Long was a store manager who ran a freelance recording operation in Durham in the 1930s. Among the musicians he recorded was the legendary Fulton “Blind Boy Fuller” Allen, a now-legendary figure (and the author of the song that would become my book’s title).
Although Long died in 1975, his grandson was still around when I was researching my book in the late 2010s. But this other person had already interviewed him about his grandfather and asked him not to talk to anyone else, including me. Since she had gotten to him first, she felt a sense of ownership of J.B. Long’s story.
“She feels she has put great effort into this endeavor and asked that I not speak with you,” Long’s grandson told me. “I feel between a rock and a hard place, as I have been working with her for years. However, I have no idea when and if her book will ever come out.”
I was reminded of this situation recently while reading a great new book, Biography of a Phantom by the late Robert “Mack” McCormick. The title could refer to the author as much as his subject. Subtitled “A Robert Johnson Blues Odyssey,” it’s an ambitious work about the mysterious life, death and music of the Mississippi blues legend whose heyday was about the same time as Durham’s Piedmont blues peak.
Based in Texas, McCormick was a writer and researcher with an affinity for the blues, as troubled as he was brilliant. It was the 1960s and early ’70s when he took up the story of Johnson, a musician whose work has inspired generations of blues and rock musicians.
Before Johnson’s 1938 death at age 27 (reputedly poisoned by a jealous husband), the musician wrote and recorded blues classics still heard and widely covered today — “Cross Road Blues,” “Hellhound on My Trail” and “Sweet Home Chicago” among them. The oft-repeated legend was that Johnson had traded his soul for supernatural playing ability in a deal with the devil.
Even though Johnson had been dead and gone for more than three decades, McCormick knocked on enough doors in Mississippi to track down many of his acquaintances and even relatives. He pieced together a credible version of his life and how he died.
The story turned weird and ugly when McCormick succumbed to mental illness and paranoia. He wrote a draft in the early 1970s but could never bring himself to finish it, instead continuing his research. Convinced that rivals in the world of music folklore were going to steal his research, McCormick became a thief himself, making off with a rare photograph of Johnson that he stole from the bluesman’s relatives.

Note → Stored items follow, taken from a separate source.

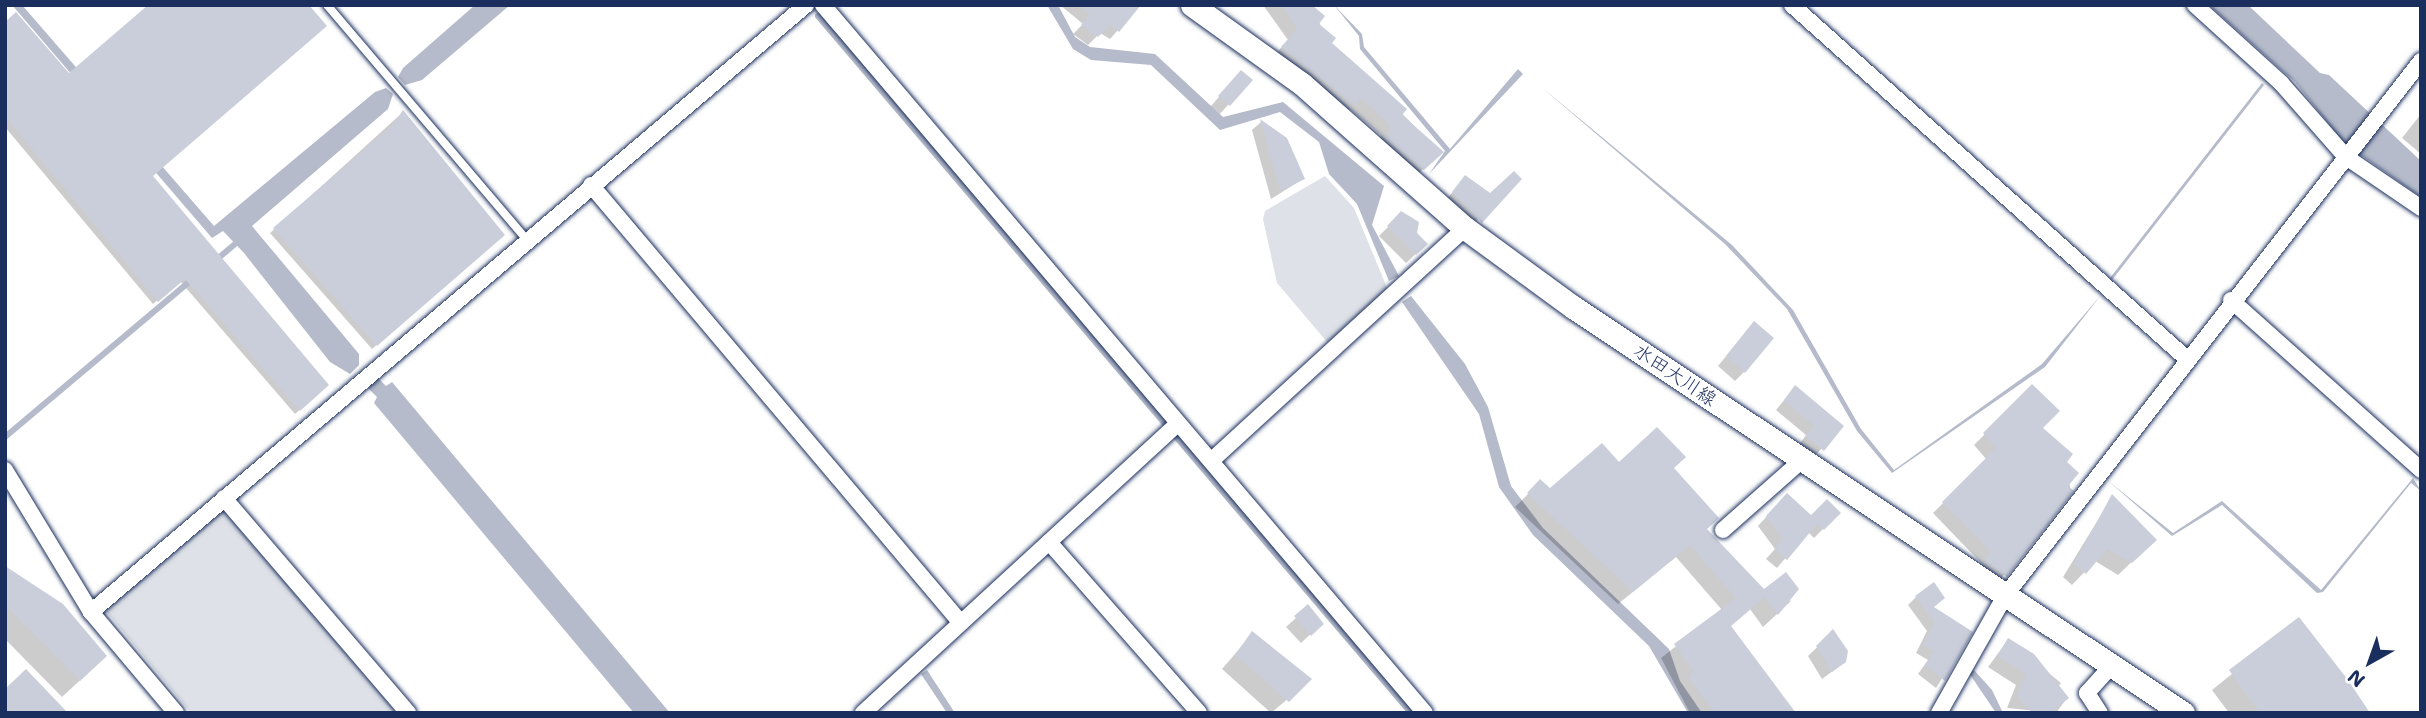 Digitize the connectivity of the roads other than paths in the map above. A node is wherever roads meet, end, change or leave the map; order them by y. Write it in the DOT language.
graph roads {
  1 [pos="327,5"];
  2 [pos="806,5"];
  3 [pos="823,5"];
  4 [pos="1192,5"];
  5 [pos="1792,5"];
  6 [pos="2195,5"];
  7 [pos="2421,61"];
  8 [pos="2348,155"];
  9 [pos="591,185"];
  10 [pos="2421,208"];
  11 [pos="1465,228"];
  12 [pos="526,239"];
  13 [pos="2231,300"];
  14 [pos="2187,359"];
  15 [pos="1178,423"];
  16 [pos="1802,460"];
  17 [pos="1211,461"];
  18 [pos="5,470"];
  19 [pos="2421,470"];
  20 [pos="224,498"];
  21 [pos="1723,530"];
  22 [pos="1049,542"];
  23 [pos="2005,596"];
  24 [pos="91,612"];
  25 [pos="961,622"];
  26 [pos="2111,666"];
  27 [pos="176,713"];
  28 [pos="408,713"];
  29 [pos="863,713"];
  30 [pos="1199,713"];
  31 [pos="1425,713"];
  32 [pos="1939,713"];
  33 [pos="2101,713"];
  34 [pos="2183,713"];
  1 -- 12 [label="lane"];
  2 -- 9 [label="street"];
  3 -- 15 [label="street"];
  4 -- 11 [label="main road, 水田大川線"];
  5 -- 14 [label="street"];
  6 -- 8 [label="street"];
  7 -- 8 [label="street"];
  8 -- 10 [label="street"];
  8 -- 13 [label="street"];
  9 -- 12 [label="street"];
  9 -- 25 [label="street"];
  11 -- 16 [label="main road, 水田大川線"];
  11 -- 17 [label="street"];
  12 -- 20 [label="street"];
  13 -- 14 [label="street"];
  13 -- 19 [label="street"];
  14 -- 23 [label="street"];
  15 -- 17 [label="street"];
  15 -- 22 [label="street"];
  16 -- 21 [label="street"];
  16 -- 23 [label="main road, 水田大川線"];
  17 -- 31 [label="street"];
  18 -- 24 [label="street"];
  20 -- 24 [label="street"];
  20 -- 28 [label="street"];
  22 -- 25 [label="street"];
  22 -- 30 [label="street"];
  23 -- 26 [label="main road, 水田大川線"];
  23 -- 32 [label="street"];
  24 -- 27 [label="street"];
  25 -- 29 [label="street"];
  26 -- 33 [label="street"];
  26 -- 34 [label="main road, 水田大川線"];
}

As years turned into decades, McCormick’s Johnson book never appeared — even as his massive research archive, dubbed “The Monster,” grew in size. He even took to inserting fictional red herrings into his own research notes, deliberate falsehoods that would reveal anyone else who tried to use his information without authorization (such as a claim in later years that Robert Johnson was actually from Texas, not Mississippi). McCormick died in 2015, his masterwork unreleased.
McCormick’s monster archive now resides at The Smithsonian in Washington, D.C. The museum commissioned curator John Troutman to pull Biography of a Phantom together from his draft and notes. The book has an introduction and afterword covering McCormick’s story.
But the part of the book that tells Johnson’s story, based on McCormick’s research trips through Mississippi, is fantastic — equal parts biography, murder mystery and cautionary tale. It’s readable enough to be a solid summertime beach book, but it also holds up as history and musicology.
Reading McCormick’s book, and noting the sense of ownership he felt over Johnson’s story, had me reflecting on my own efforts for Step It Up and Go. I finally convinced J.B.
Long’s grandson to talk to me, despite the other writer’s objections. He even provided a wonderful 1930s-vintage photo of his grandfather, which helped personalize this history (see previous page). Meanwhile, that other writer’s book never appeared, and she passed away in 2019. I hope her research is now in the hands of someone who might publish it, and I am still grateful for her help with my own book.
But it made me wonder: When it comes to this kind of music writing and research, who “owns” the story — the first person to uncover it, or the one who’s most likely to bring it to light?
I don’t have a good answer.
This article originally appeared in the August 2023 issue of WALTER magazine.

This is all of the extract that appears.